Vous savez, j’ai un nom aussi ! Je m’appelle…
Personne ne me demande. Ca ne se passera pas comme ça ! J’ai des choses à faire. J’existe dans ce foutoir de gris, devant cette montagne morte qui me rejette, cette rue qui me repousse, ces gens qui m’inquiètent, ces heures passées ici pour lesquelles je n’ai aucun souvenir. Et puis, ces souvenirs qui reviennent, il y a six années. Puis, les plantes qui ont poussé, mon père au milieu, et elle aussi, que j’embrassais là-bas. Et puis, le plafond qui s’effondre, les plantes qui poussent encore, ce portail, et elle que je ne pouvais plus embrasser chez moi.

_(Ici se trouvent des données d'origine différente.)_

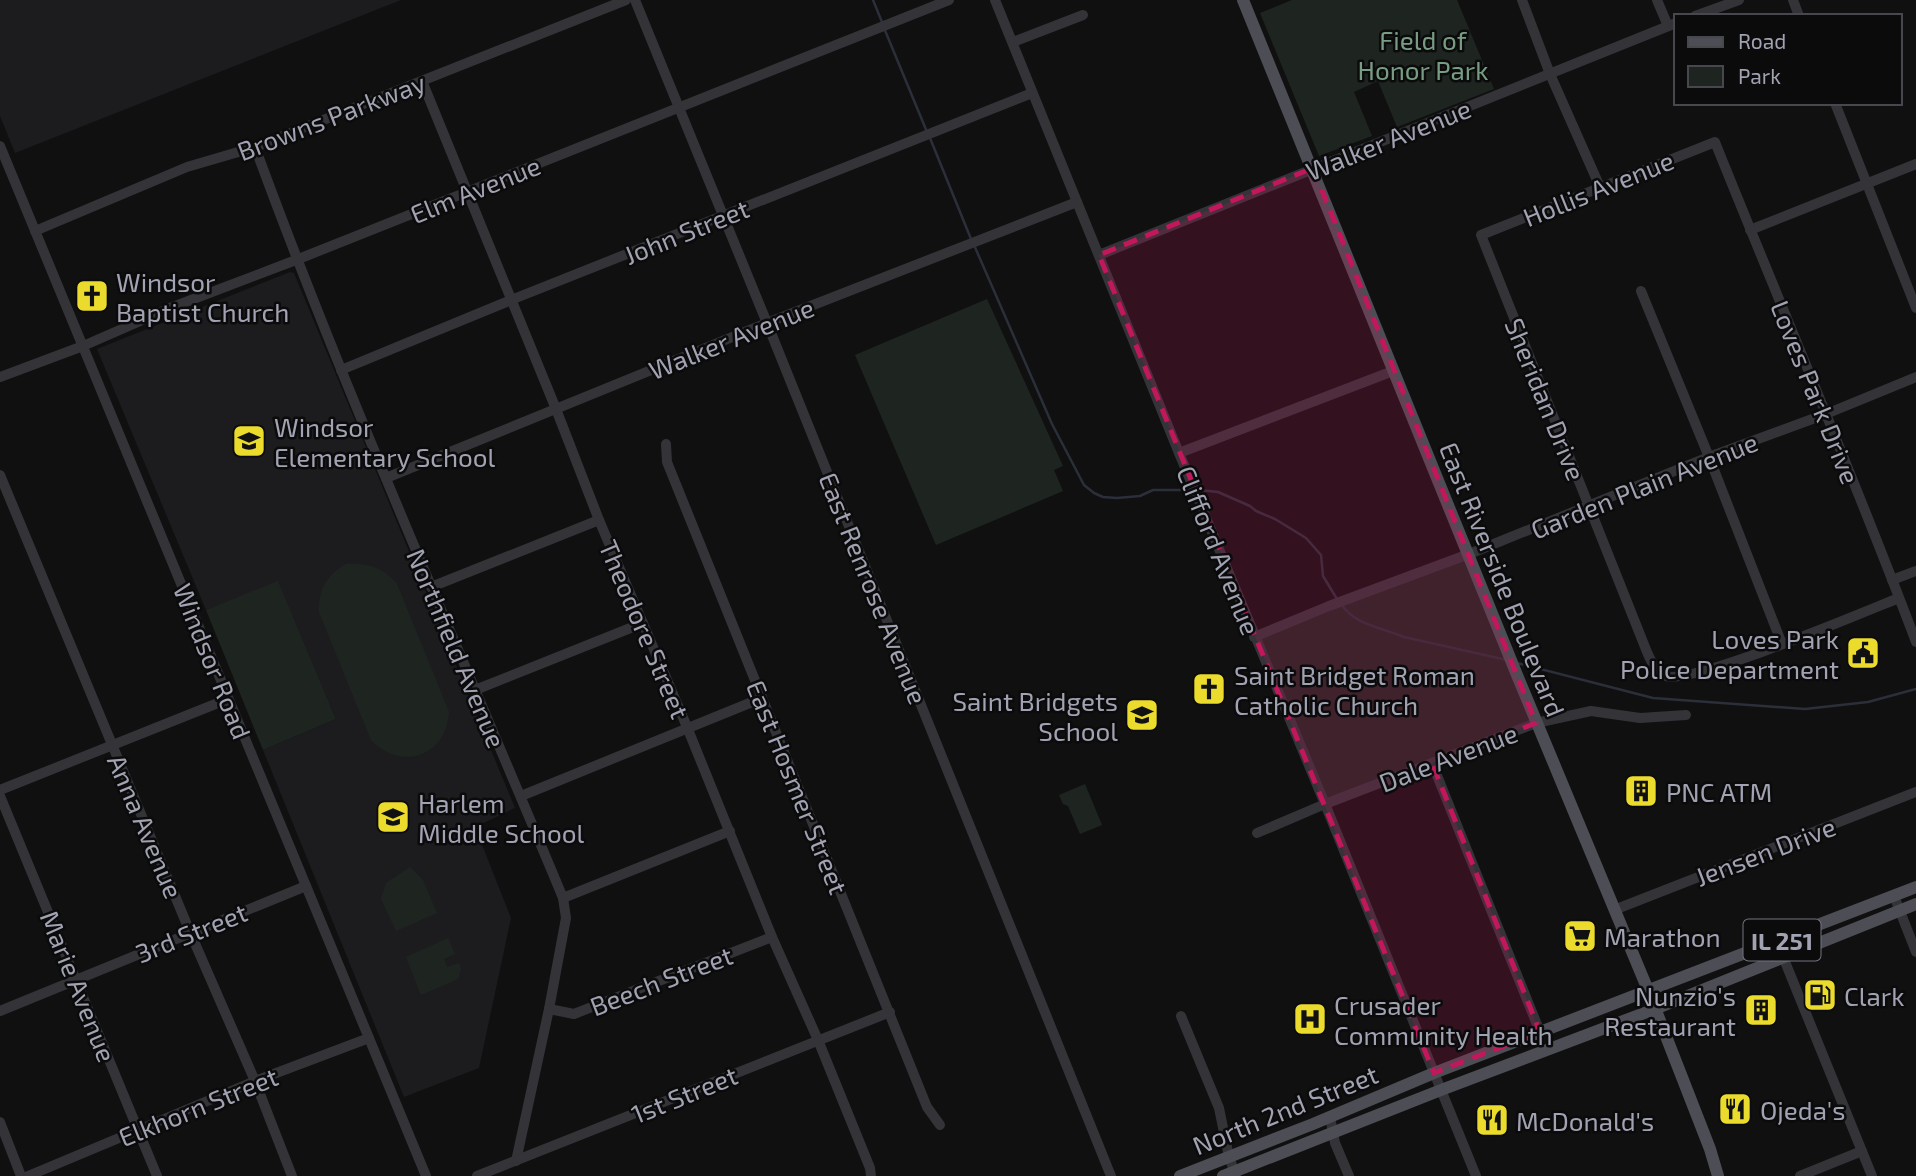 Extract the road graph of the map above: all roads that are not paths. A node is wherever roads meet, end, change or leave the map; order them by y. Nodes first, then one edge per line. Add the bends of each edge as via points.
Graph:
1 (626, 0) edge
2 (635, 0) edge
3 (949, 0) edge
4 (995, 0) edge
5 (1243, 0) edge
6 (1522, 0) edge
7 (1657, 0) edge
8 (1740, 0) edge
9 (1701, 14) edge
10 (1083, 15) dead end
11 (1672, 24) edge
12 (1013, 42) junction
13 (1550, 74) junction
14 (422, 81) junction
15 (1032, 93) junction
16 (1836, 105) edge
17 (678, 107) junction
18 (1715, 142) joint
19 (0, 146) edge
20 (255, 147) junction
21 (1916, 163) edge
22 (1313, 169) junction
23 (1867, 183) junction
24 (1600, 187) junction
25 (467, 192) junction
26 (1077, 202) junction
27 (722, 216) junction
28 (1750, 230) junction
29 (35, 231) junction
30 (1481, 235) joint
31 (1099, 255) junction
32 (296, 260) junction
33 (1641, 291) dead end
34 (512, 300) junction
35 (1916, 308) edge
36 (768, 323) junction
37 (83, 346) junction
38 (341, 370) junction
39 (1393, 371) junction
40 (0, 377) edge
41 (1916, 377) edge
42 (556, 409) junction
43 (1826, 414) junction
44 (666, 444) dead end
45 (1179, 453) junction
46 (1709, 457) junction
47 (0, 475) edge
48 (386, 478) junction
49 (1588, 507) junction
50 (599, 520) junction
51 (1469, 554) junction
52 (1916, 571) edge
53 (1892, 580) junction
54 (431, 587) junction
55 (1899, 598) junction
56 (643, 623) junction
57 (1254, 637) junction
58 (1916, 642) edge
59 (1782, 644) junction
60 (475, 690) junction
61 (762, 698) junction
62 (228, 699) junction
63 (1686, 715) dead end
64 (1536, 723) junction
65 (687, 727) junction
66 (112, 744) junction
67 (1432, 763) junction
68 (0, 790) edge
69 (1916, 792) edge
70 (0, 796) edge
71 (520, 796) junction
72 (1325, 804) junction
73 (730, 831) junction
74 (1258, 833) dead end
75 (306, 886) junction
76 (1916, 887) edge
77 (1894, 896) junction
78 (563, 898) junction
79 (1916, 904) edge
80 (1614, 910) junction
81 (1900, 911) junction
82 (190, 932) junction
83 (772, 937) junction
84 (1777, 942) junction
85 (1916, 952) edge
86 (1784, 957) junction
87 (76, 980) junction
88 (1648, 990) junction
89 (549, 1009) junction
90 (1655, 1009) junction
91 (0, 1011) edge
92 (890, 1012) junction
93 (1181, 1016) dead end
94 (1540, 1032) junction
95 (369, 1038) junction
96 (818, 1040) junction
97 (1507, 1045) junction
98 (1513, 1063) junction
99 (1434, 1073) junction
100 (255, 1081) junction
101 (1441, 1090) junction
102 (1330, 1116) junction
103 (0, 1122) edge
104 (940, 1125) dead end
105 (138, 1130) junction
106 (1334, 1133) junction
107 (1862, 1151) junction
108 (1229, 1157) junction
109 (516, 1161) junction
110 (1231, 1175) edge
111 (21, 1176) edge
112 (28, 1176) edge
113 (156, 1176) edge
114 (292, 1176) edge
115 (426, 1176) edge
116 (477, 1176) edge
117 (871, 1176) edge
118 (1111, 1176) edge
119 (1180, 1176) edge
120 (1349, 1176) edge
121 (1476, 1176) edge
122 (1718, 1176) edge
123 (1800, 1176) edge
124 (1872, 1176) edge

1 - 14 street, Browns Parkway
2 - 17 street, East Renrose Avenue
3 - 17 street, Elm Avenue
4 - 12 street, Clifford Avenue
5 - 22 main road, East Riverside Boulevard
6 - 13 street
7 - 11 street
8 - 9 street
10 - 12 street
11 - 13 street, Walker Avenue
12 - 15 street, Clifford Avenue
13 - 22 street, Walker Avenue
13 - 24 street
14 - 20 street, Browns Parkway
14 - 25 street, Theodore Street
15 - 26 street, Clifford Avenue
15 - 27 street, John Street
16 - 23 street
17 - 25 street, Elm Avenue
17 - 27 street, East Renrose Avenue
18 - 24 street, Hollis Avenue
18 - 28 street, Loves Park Drive
19 - 29 street, Windsor Road
20 - 29 street, Browns Parkway via 187,167
20 - 32 street, Northfield Avenue
21 - 23 street
22 - 31 street, Walker Avenue
22 - 39 main road, East Riverside Boulevard
23 - 28 street
23 - 35 street
24 - 30 street, Hollis Avenue
25 - 32 street, Elm Avenue
25 - 34 street, Theodore Street
26 - 31 street, Clifford Avenue
26 - 36 street, Walker Avenue
27 - 34 street, John Street
27 - 36 street, East Renrose Avenue
28 - 43 street, Loves Park Drive
29 - 37 street, Windsor Road
30 - 49 street, Sheridan Drive
31 - 45 street, Clifford Avenue
32 - 37 street, Elm Avenue
32 - 38 street, Northfield Avenue
33 - 46 street
34 - 38 street, John Street
34 - 42 street, Theodore Street
36 - 42 street, Walker Avenue
36 - 118 street, East Renrose Avenue
37 - 40 street, Elm Avenue
37 - 62 street, Windsor Road
38 - 48 street, Northfield Avenue
39 - 45 street
39 - 51 main road, East Riverside Boulevard
41 - 43 street, Garden Plain Avenue
42 - 48 street, Walker Avenue
42 - 50 street, Theodore Street
43 - 46 street, Garden Plain Avenue
43 - 53 street, Loves Park Drive
44 - 61 street, East Hosmer Street via 667,462
45 - 57 street, Clifford Avenue
46 - 49 street, Garden Plain Avenue
46 - 59 street
47 - 66 street, Anna Avenue
48 - 54 street, Northfield Avenue
49 - 51 street, Garden Plain Avenue
49 - 59 street, Sheridan Drive via 1647,652 1664,676 1689,675
50 - 54 street
50 - 56 street, Theodore Street
51 - 57 street, Garden Plain Avenue
51 - 64 main road, East Riverside Boulevard
52 - 53 street
53 - 55 street, Loves Park Drive
54 - 60 street, Northfield Avenue
55 - 58 street, Loves Park Drive
55 - 59 street
56 - 60 street
56 - 65 street, Theodore Street
57 - 72 street, Clifford Avenue
60 - 71 street, Northfield Avenue
61 - 65 street
61 - 92 street, East Hosmer Street
62 - 66 street
62 - 75 street, Windsor Road
63 - 64 street, Dale Avenue via 1646,718 1591,711
64 - 67 street, Dale Avenue
64 - 80 main road, East Riverside Boulevard
65 - 71 street
65 - 73 street, Theodore Street
66 - 68 street
66 - 82 street, Anna Avenue
67 - 72 street, Dale Avenue
67 - 94 street
69 - 80 street, Jensen Drive
70 - 87 street, Marie Avenue
71 - 78 street, Northfield Avenue
72 - 74 street, Dale Avenue
72 - 99 street, Clifford Avenue
73 - 78 street
73 - 83 street, Theodore Street
75 - 82 street, 3rd Street
75 - 95 street, Windsor Road
76 - 77 main road, North 2nd Street / IL 251
77 - 81 street
77 - 84 main road, North 2nd Street / IL 251
78 - 89 street, Northfield Avenue via 566,918
79 - 81 main road, North 2nd Street / IL 251
80 - 88 main road, East Riverside Boulevard
81 - 85 street
81 - 86 main road, North 2nd Street / IL 251
82 - 87 street, 3rd Street
82 - 100 street, Anna Avenue
83 - 89 street, Beech Street via 574,1014
83 - 96 street, Theodore Street
84 - 86 street
84 - 88 main road, North 2nd Street / IL 251
86 - 90 main road, North 2nd Street / IL 251
86 - 107 street
87 - 91 street, 3rd Street
87 - 105 street, Marie Avenue
88 - 90 main road, East Riverside Boulevard
88 - 94 main road, North 2nd Street / IL 251
89 - 109 street, Northfield Avenue
90 - 98 main road, North 2nd Street / IL 251
90 - 122 main road, East Riverside Boulevard
92 - 96 street, 1st Street
92 - 104 street, East Hosmer Street via 928,1107
93 - 108 street via 1219,1108
94 - 97 main road, North 2nd Street / IL 251
95 - 100 street, Elkhorn Street
95 - 115 street, Windsor Road
96 - 109 street, 1st Street
96 - 117 street, Theodore Street
97 - 98 main road
97 - 99 main road, North 2nd Street / IL 251
98 - 101 main road, North 2nd Street / IL 251
99 - 101 street, Clifford Avenue
99 - 102 main road, North 2nd Street / IL 251
100 - 105 street, Elkhorn Street
100 - 114 street, Anna Avenue
101 - 106 main road, North 2nd Street / IL 251
101 - 121 street, Clifford Avenue
102 - 106 street
102 - 108 main road, North 2nd Street / IL 251
103 - 111 street
105 - 112 street, Elkhorn Street
105 - 113 street, Marie Avenue
106 - 110 main road, North 2nd Street / IL 251
106 - 120 street
107 - 123 street
107 - 124 street
108 - 110 street
108 - 119 main road, North 2nd Street / IL 251
109 - 116 street, 1st Street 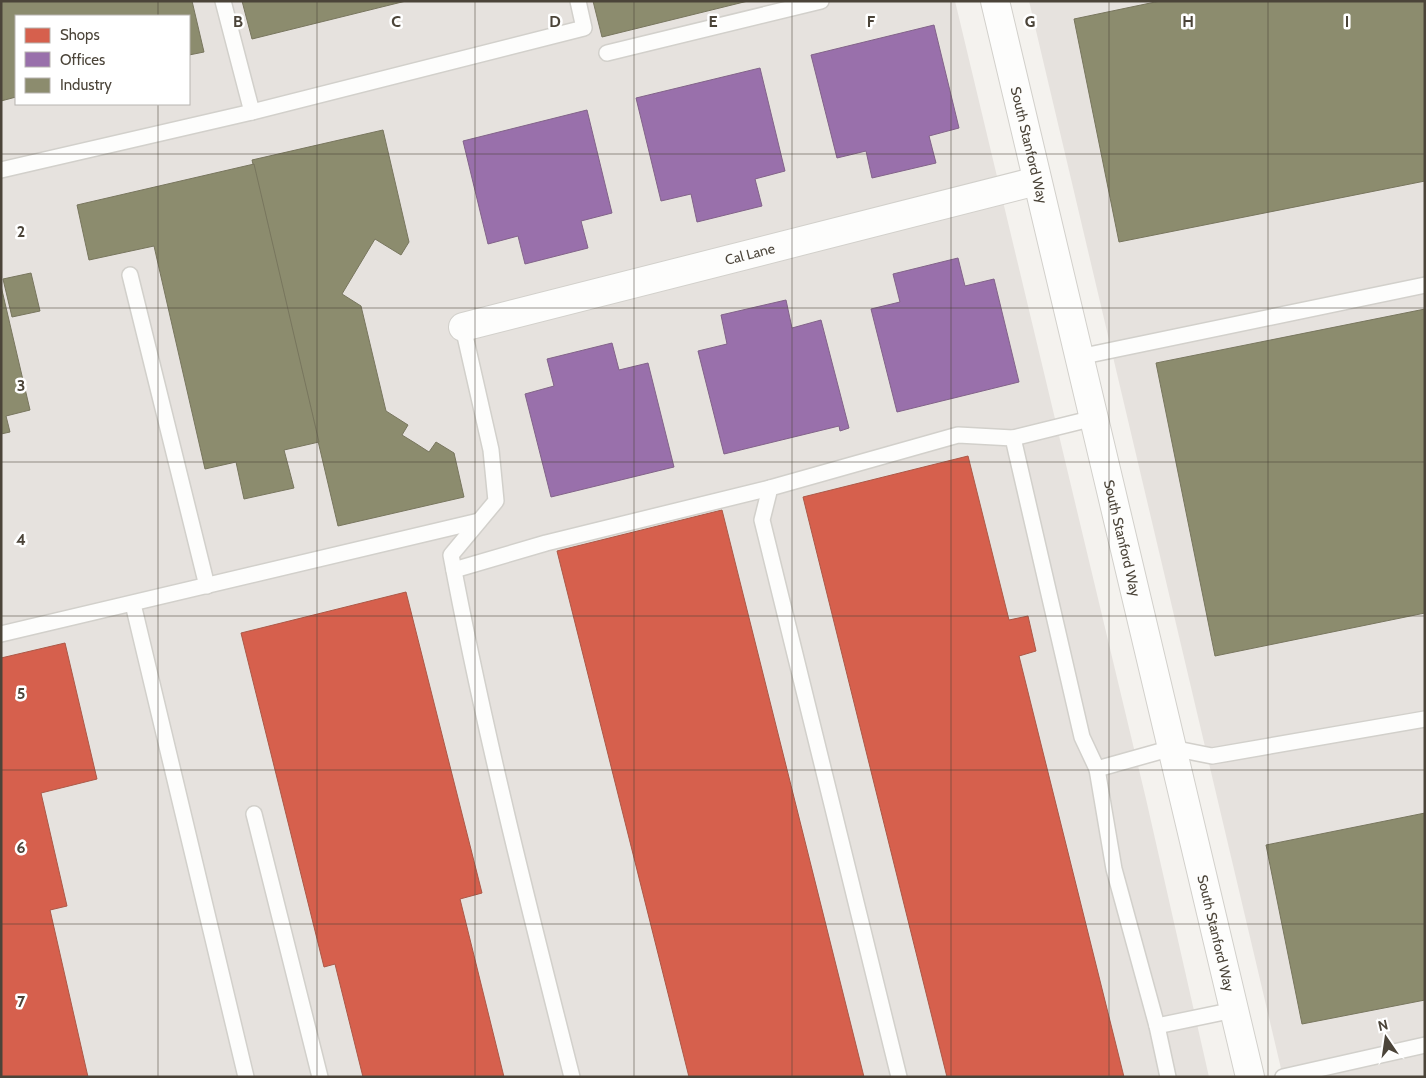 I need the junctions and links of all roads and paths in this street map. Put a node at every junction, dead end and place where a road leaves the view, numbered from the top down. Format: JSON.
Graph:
{"nodes":[{"id":1,"x":223,"y":1,"type":"edge"},
{"id":2,"x":578,"y":1,"type":"edge"},
{"id":3,"x":821,"y":1,"type":"edge"},
{"id":4,"x":995,"y":1,"type":"edge"},
{"id":5,"x":607,"y":52,"type":"dead end"},
{"id":6,"x":252,"y":112,"type":"junction"},
{"id":7,"x":1,"y":170,"type":"edge"},
{"id":8,"x":1037,"y":181,"type":"junction"},
{"id":9,"x":130,"y":275,"type":"dead end"},
{"id":10,"x":1425,"y":284,"type":"edge"},
{"id":11,"x":463,"y":328,"type":"joint"},
{"id":12,"x":1079,"y":357,"type":"junction"},
{"id":13,"x":1094,"y":418,"type":"junction"},
{"id":14,"x":1013,"y":438,"type":"junction"},
{"id":15,"x":770,"y":488,"type":"junction"},
{"id":16,"x":479,"y":521,"type":"junction"},
{"id":17,"x":454,"y":570,"type":"junction"},
{"id":18,"x":207,"y":586,"type":"junction"},
{"id":19,"x":133,"y":604,"type":"junction"},
{"id":20,"x":1,"y":634,"type":"edge"},
{"id":21,"x":1425,"y":719,"type":"edge"},
{"id":22,"x":1172,"y":748,"type":"junction"},
{"id":23,"x":1097,"y":769,"type":"junction"},
{"id":24,"x":254,"y":814,"type":"dead end"},
{"id":25,"x":1234,"y":1010,"type":"junction"},
{"id":26,"x":1157,"y":1026,"type":"junction"},
{"id":27,"x":1425,"y":1046,"type":"edge"},
{"id":28,"x":246,"y":1077,"type":"edge"},
{"id":29,"x":320,"y":1077,"type":"edge"},
{"id":30,"x":572,"y":1077,"type":"edge"},
{"id":31,"x":899,"y":1077,"type":"edge"},
{"id":32,"x":1168,"y":1077,"type":"edge"},
{"id":33,"x":1250,"y":1077,"type":"edge"},
{"id":34,"x":1283,"y":1077,"type":"edge"}],
"edges":[{"from":1,"to":6,"type":"lane"},
{"from":2,"to":6,"type":"lane"},
{"from":3,"to":5,"type":"lane"},
{"from":4,"to":8,"type":"street","name":"South Stanford Way"},
{"from":6,"to":7,"type":"lane"},
{"from":8,"to":11,"type":"street","name":"Cal Lane"},
{"from":8,"to":12,"type":"street","name":"South Stanford Way"},
{"from":9,"to":18,"type":"lane"},
{"from":10,"to":12,"type":"lane"},
{"from":11,"to":16,"type":"lane"},
{"from":12,"to":13,"type":"street","name":"South Stanford Way"},
{"from":13,"to":14,"type":"lane"},
{"from":13,"to":22,"type":"street","name":"South Stanford Way"},
{"from":14,"to":15,"type":"lane"},
{"from":14,"to":23,"type":"lane"},
{"from":15,"to":17,"type":"lane"},
{"from":15,"to":31,"type":"lane"},
{"from":16,"to":17,"type":"lane"},
{"from":16,"to":18,"type":"lane"},
{"from":17,"to":30,"type":"lane"},
{"from":18,"to":19,"type":"lane"},
{"from":19,"to":20,"type":"lane"},
{"from":19,"to":28,"type":"lane"},
{"from":21,"to":22,"type":"lane"},
{"from":22,"to":23,"type":"lane"},
{"from":22,"to":25,"type":"street","name":"South Stanford Way"},
{"from":23,"to":26,"type":"lane"},
{"from":24,"to":29,"type":"lane"},
{"from":25,"to":26,"type":"lane"},
{"from":25,"to":33,"type":"street","name":"South Stanford Way"},
{"from":26,"to":32,"type":"lane"},
{"from":27,"to":34,"type":"lane"}]}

Et le monde qui pousse au-dehors. La faute de mon père. Mon masque que j’enlève une fois ce portail passé, sur ce même seuil, que ces deux individus ont foulé d’un pied profane.
J’existe, papa. S’il faut que je me batte, je me battrai contre ces bourreaux de conscience, cette rue, ce quartier, cette ville.
Ils auraient dû aller plus loin, détruire, photographier, détruire, brûler, ne rien laisser. Je veux oublier, maintenant, qu’ils m’ont fait voir, qu’ils m’ont fait entrer chez moi, en moi. Et, tout aussi haïssable peut-il être, ce moi, je me sens inexorablement poussé à le défendre, à protéger la confusion de ce jardin, les graviers et les branches cassés de mon esprit. J’aurais préféré qu’ils tagguent ce portail, comme un crachat à mon visage, mais pas qu’ils écorchent mon esprit, qu’ils me tirent hors de moi.
Vos noms ?
Mon nom.
Mon passé. Je regrette et continue. La première chose sera d’oublier et de fermer cette fichue porte.
Me taire.
Vous comprenez ? Oublier ce chemin et devenir autre, définitivement autre.
Vous comprenez."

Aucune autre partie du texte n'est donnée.